Le corps nu, trempé, je me hisse hors de l’eau puis je m’affaisse sur les rochers noirs brûlants, humant l’odeur du sel et des algues. Je me laisse rouler sur le ventre, offrant mon dos encore brillant au brasier solaire.

Une fois sec, je fais quelques pas dans le sable jaune, me roule dedans pour me laisser pénétrer plus profondément par sa chaleur, avant de repartir vers les ruines romaines, inondées par la lumière ocre du soleil. Je m’assieds sur un muret effondré, et contemple les sarcophages ouverts et envahis par la végétation rampante, en pensant à tous ces morts retournés au néant.

Submergé par la lumière et par les odeurs enivrantes des lauriers roses, je savoure ma création, je jouis de ce monde composite, subtil mélange d’océan Atlantique et de Méditerranée, divine fusion de Ouakam, de la pointe des Almadies, de Tipasa et d’Alger.

Le regard perdu vers la mer-océan, je me nourris de cette réalité virtuelle transcendante qui vaut tous les arrières mondes du passé.

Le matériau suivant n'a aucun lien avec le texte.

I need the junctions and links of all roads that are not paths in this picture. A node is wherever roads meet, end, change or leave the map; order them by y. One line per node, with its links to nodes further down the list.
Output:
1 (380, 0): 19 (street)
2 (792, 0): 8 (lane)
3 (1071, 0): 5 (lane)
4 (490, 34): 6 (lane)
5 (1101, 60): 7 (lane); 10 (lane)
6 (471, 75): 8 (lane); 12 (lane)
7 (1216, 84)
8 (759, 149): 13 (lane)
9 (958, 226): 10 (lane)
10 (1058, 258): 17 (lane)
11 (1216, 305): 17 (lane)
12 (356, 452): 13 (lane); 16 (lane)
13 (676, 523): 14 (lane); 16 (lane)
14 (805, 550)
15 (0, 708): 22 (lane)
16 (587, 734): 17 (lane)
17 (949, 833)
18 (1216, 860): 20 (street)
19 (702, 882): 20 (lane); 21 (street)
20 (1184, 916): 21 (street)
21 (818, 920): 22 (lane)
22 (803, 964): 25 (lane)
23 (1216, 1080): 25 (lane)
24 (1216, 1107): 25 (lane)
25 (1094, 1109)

Mon âme portée à incandescence, j’expérimente le sublime en me remémorant l’époque maudite où cette connaissance du sublime se payait inéluctablement du savoir de ce que l’on perdait avec la mort. Je m’attarde quelques instants sur cette pensée merveilleuse, sur l’idée que la mort n’est plus l’absurdité devant laquelle tout doit forcément s’effondrer, et j’étreins avec délice ma païenne immortalité.

Je me laisse porter par la nostalgie enfin assouvie, je jouis de sentir mes blessures ontologiques se refermer, je me délecte de ce paradis perdu et de cette innocence retrouvée. Là, dans le petit corps chétif et malingre de l’enfant de dix ans que je fus il y a tant et tant de milliards d’années, dans un monde qui n’existe plus, je bronze sous le soleil de plomb de l’Afrique disparue.